The direction angle is

\[ \tan \theta = \frac{D_{y}}{D_{x}} = \frac{+2.9\; cm}{-4.0\; cm} = -0.725 \Rightarrow \theta = \tan^{-1} (-0.725) = -35.9^{o} \ldotp\]

Vector \(\vec{D}\) lies in the second quadrant, so its direction angle is

\[\theta_{D} = \theta + 180^{o} = -35.9^{o}+ 180^{o} = 144.1^{o} \ldotp\]

If the displacement vector of a blue fly walking on a sheet of graph paper is \(\vec{D} = (−5.00\; \hat{i} − 3.00\; \hat{j})\) cm, find its magnitude and direction.

In many applications, the magnitudes and directions of vector quantities are known and we need to find the resultant of many vectors. For example, imagine 400 cars moving on the Golden Gate Bridge in San Francisco in a strong wind. Each car gives the bridge a different push in various directions and we would like to know how big the resultant push can possibly be. We have already gained some experience with the geometric construction of vector sums, so we know the task of finding the resultant by drawing the vectors and measuring their lengths and angles may become intractable pretty quickly, leading to huge errors. Worries like this do not appear when we use analytical methods. The very first step in an analytical approach is to find vector components when the direction and magnitude of a vector are known.

Let us return to the right triangle in Figure \(\PageIndex{3}\). The quotient of the adjacent side A_{x} to the hypotenuse A is the cosine function of direction angle \(\theta_{A}\), A_{x}/A = cos \(\theta_{A}\), and the quotient of the opposite side A_{y} to the hypotenuse A is the sine function of \(\theta_{A}\), A_{y}/A = sin \(\theta_{A}\). When magnitude A and direction \(\theta_{A}\) are known, we can solve these relations for the scalar components:

\[\begin{cases} A_{x} = A \cos \theta_{A} \\ A_{y} = A \sin \theta_{A} \ldotp \end{cases} \label{2.17}\]

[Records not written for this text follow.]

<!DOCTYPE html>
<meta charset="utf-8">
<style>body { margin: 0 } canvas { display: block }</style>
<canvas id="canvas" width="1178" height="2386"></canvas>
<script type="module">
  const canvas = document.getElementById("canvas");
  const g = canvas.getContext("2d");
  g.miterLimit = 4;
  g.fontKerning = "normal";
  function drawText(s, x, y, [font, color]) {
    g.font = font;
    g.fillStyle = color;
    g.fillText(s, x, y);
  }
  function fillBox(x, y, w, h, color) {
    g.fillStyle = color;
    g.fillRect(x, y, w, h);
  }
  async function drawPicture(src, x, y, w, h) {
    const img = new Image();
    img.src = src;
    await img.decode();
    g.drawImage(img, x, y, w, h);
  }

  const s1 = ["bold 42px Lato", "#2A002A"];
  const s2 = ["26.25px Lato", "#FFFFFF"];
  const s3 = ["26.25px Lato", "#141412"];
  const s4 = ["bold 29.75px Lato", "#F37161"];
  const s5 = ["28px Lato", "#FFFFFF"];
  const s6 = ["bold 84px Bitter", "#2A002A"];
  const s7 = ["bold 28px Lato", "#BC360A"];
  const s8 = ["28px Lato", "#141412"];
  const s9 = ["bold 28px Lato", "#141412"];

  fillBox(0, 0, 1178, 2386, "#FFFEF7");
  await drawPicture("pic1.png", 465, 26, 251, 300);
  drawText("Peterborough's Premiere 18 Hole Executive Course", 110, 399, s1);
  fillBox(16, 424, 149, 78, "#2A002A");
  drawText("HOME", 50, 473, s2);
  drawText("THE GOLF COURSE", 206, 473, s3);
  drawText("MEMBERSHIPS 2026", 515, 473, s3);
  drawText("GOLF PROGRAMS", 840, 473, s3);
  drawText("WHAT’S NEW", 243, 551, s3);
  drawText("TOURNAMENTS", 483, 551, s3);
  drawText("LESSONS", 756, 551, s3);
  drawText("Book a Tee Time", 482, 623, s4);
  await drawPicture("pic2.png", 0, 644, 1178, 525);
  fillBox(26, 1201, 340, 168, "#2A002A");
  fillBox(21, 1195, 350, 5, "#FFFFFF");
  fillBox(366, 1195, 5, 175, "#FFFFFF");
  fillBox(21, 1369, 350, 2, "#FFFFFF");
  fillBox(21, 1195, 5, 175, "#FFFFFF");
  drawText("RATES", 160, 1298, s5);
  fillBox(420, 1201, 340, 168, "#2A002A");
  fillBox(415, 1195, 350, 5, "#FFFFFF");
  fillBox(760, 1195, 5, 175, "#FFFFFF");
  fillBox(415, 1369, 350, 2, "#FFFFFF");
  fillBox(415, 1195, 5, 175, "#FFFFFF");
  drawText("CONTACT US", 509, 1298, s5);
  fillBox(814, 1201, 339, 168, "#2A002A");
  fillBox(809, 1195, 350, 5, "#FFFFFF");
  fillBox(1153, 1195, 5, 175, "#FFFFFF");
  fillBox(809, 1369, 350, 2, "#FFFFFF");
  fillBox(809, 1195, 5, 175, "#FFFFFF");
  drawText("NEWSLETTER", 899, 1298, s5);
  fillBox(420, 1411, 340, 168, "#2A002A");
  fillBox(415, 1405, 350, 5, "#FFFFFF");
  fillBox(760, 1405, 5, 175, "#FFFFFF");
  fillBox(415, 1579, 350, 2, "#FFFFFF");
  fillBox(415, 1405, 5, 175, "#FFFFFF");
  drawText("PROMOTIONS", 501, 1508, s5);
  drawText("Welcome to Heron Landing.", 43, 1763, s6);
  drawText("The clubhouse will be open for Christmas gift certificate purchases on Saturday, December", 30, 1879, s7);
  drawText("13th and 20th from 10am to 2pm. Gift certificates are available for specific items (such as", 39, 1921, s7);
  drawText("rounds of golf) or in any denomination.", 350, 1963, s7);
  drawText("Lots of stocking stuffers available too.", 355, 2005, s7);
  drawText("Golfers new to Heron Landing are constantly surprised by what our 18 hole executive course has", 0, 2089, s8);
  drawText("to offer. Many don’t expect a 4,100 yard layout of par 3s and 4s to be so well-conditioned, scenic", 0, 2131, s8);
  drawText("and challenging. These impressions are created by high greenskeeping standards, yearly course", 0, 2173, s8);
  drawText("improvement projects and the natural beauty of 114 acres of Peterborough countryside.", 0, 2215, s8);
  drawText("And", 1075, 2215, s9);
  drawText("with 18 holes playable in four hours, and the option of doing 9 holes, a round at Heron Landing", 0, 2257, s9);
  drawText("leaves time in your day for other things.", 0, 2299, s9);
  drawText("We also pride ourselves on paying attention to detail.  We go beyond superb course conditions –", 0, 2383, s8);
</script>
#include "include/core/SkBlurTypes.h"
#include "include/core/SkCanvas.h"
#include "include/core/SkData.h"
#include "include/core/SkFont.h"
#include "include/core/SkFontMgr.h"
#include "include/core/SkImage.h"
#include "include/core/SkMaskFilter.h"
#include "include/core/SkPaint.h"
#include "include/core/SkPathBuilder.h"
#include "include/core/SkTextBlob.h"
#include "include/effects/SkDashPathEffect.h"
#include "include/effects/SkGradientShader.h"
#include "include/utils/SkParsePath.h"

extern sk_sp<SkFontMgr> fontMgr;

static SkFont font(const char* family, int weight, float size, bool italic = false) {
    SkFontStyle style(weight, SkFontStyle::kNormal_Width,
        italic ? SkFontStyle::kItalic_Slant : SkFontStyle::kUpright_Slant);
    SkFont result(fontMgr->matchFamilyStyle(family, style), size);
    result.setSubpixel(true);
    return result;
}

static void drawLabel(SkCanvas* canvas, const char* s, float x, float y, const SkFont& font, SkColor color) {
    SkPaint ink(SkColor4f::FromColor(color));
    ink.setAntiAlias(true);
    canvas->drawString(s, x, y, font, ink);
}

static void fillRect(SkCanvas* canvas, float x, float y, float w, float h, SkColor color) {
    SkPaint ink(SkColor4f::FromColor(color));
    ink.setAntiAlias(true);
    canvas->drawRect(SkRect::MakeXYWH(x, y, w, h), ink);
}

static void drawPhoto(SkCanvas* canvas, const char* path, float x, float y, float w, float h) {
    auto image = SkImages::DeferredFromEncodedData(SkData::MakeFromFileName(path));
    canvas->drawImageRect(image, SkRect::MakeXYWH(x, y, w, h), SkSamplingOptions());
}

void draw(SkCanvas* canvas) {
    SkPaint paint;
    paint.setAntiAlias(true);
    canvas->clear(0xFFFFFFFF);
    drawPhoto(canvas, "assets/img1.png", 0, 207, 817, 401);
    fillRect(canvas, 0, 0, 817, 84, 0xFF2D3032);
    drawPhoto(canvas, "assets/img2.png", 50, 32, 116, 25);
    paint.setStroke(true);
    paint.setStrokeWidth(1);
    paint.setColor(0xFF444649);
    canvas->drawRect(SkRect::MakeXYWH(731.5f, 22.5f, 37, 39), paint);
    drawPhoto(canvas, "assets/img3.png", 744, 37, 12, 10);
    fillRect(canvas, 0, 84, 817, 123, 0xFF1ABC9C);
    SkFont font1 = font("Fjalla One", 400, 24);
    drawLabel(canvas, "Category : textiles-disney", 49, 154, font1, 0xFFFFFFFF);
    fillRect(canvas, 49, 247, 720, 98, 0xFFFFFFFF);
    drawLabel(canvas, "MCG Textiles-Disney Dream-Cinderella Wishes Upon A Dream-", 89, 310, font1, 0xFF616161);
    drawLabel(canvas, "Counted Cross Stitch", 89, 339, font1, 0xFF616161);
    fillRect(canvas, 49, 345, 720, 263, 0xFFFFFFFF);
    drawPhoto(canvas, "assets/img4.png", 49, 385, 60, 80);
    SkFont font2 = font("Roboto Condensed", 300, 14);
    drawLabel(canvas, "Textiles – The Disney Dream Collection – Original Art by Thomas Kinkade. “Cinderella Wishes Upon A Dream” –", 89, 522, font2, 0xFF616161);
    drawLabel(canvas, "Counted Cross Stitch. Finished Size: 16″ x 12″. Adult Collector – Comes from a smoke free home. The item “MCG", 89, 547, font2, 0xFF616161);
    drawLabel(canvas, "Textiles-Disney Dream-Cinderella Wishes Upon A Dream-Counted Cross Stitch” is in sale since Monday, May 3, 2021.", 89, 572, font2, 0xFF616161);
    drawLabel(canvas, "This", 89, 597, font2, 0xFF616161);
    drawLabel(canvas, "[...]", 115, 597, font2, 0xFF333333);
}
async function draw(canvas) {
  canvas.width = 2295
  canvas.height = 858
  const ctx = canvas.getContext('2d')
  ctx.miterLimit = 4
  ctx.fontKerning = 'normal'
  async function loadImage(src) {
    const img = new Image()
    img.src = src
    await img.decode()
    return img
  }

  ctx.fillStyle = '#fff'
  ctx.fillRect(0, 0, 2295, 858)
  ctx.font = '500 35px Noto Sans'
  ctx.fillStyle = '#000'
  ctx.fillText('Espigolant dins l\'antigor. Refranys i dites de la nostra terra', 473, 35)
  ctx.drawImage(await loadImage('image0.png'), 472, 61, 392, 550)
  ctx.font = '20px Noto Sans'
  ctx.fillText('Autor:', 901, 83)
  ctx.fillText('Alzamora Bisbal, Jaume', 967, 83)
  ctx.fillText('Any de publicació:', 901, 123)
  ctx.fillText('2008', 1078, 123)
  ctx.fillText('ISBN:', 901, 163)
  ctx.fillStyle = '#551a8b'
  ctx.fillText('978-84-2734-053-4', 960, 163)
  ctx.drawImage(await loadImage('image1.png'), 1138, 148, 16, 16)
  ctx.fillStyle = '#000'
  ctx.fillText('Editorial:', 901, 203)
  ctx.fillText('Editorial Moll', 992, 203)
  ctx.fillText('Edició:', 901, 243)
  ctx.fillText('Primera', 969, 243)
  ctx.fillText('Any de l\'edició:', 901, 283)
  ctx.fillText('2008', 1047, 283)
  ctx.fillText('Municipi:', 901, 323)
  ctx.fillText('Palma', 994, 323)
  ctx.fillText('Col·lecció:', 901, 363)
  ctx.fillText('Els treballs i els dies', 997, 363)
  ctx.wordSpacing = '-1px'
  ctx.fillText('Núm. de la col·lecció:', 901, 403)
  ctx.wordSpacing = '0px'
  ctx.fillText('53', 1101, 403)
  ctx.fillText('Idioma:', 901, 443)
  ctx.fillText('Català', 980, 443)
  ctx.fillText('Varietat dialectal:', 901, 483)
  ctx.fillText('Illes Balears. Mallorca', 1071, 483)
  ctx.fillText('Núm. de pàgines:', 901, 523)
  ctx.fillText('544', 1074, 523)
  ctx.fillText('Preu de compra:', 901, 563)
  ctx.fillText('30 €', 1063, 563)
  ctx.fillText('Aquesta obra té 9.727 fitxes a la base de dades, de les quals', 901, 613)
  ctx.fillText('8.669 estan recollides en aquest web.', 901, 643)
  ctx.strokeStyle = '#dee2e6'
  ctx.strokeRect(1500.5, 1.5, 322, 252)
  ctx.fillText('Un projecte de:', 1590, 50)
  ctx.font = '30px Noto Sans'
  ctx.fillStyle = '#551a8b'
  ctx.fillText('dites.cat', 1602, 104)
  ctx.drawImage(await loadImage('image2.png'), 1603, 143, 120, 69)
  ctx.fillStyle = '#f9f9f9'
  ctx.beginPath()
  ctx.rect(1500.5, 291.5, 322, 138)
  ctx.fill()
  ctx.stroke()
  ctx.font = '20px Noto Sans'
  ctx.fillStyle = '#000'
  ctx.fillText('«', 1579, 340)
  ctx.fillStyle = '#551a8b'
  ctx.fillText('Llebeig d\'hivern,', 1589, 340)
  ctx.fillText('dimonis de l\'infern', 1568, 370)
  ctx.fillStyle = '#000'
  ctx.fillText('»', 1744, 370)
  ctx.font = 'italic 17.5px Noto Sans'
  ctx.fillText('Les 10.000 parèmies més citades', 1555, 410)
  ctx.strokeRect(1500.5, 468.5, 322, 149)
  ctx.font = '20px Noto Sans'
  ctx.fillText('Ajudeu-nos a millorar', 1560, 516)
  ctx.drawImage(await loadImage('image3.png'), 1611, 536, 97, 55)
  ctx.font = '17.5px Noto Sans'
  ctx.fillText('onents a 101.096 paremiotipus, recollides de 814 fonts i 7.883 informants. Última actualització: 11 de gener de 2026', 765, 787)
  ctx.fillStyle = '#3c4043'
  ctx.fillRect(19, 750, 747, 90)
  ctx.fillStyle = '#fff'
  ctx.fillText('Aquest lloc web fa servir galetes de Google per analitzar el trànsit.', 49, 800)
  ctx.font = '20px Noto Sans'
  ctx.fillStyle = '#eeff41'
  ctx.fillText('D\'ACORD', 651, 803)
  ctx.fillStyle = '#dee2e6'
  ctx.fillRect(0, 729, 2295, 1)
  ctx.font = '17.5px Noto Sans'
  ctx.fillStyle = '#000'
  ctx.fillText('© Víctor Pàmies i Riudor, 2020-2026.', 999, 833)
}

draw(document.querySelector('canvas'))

When calculating vector components with Equation \ref{2.17}, care must be taken with the angle. The direction angle \(\theta\)_{A} of a vector is the angle measured **counterclockwise **from the positive direction on the x-axis to the vector. The clockwise measurement gives a negative angle.

A rescue party for a missing child follows a search dog named Trooper. Trooper wanders a lot and makes many trial sniffs along many different paths. Trooper eventually finds the child and the story has a happy ending, but his displacements on various legs seem to be truly convoluted. On one of the legs he walks 200.0 m southeast, then he runs north some 300.0 m. On the third leg, he examines the scents carefully for 50.0 m in the direction 30° west of north. On the fourth leg, Trooper goes directly south for 80.0 m, picks up a fresh scent and turns 23° west of south for 150.0 m. Find the scalar components of Trooper’s displacement vectors and his displacement vectors in vector component form for each leg.

**Strategy**

Let’s adopt a rectangular coordinate system with the positive x-axis in the direction of geographic east, with the positive y-direction pointed to geographic north. Explicitly, the unit vector \(\hat{i}\) of the x-axis points east and the unit vector \(\hat{j}\) of the y-axis points north. Trooper makes five legs, so there are five displacement vectors. We start by identifying their magnitudes and direction angles, then we use Equation \ref{2.17} to find the scalar components of the displacements and Equation \ref{2.12} for the displacement vectors.

###### Solution

On the first leg, the displacement magnitude is L_{1} = 200.0 m and the direction is southeast. For direction angle \(\theta_{1}\) we can take either 45° measured clockwise from the east direction or 45° + 270° measured counterclockwise from the east direction. With the first choice, \(\theta_{1}\) = −45°. With the second choice, \(\theta_{1}\) = + 315°. We can use either one of these two angles. The components are

\[ L_{1x} = L_{1} \cos \theta_{1} = (200.0\; m) \cos 315^{o} = 141.4\; m,\]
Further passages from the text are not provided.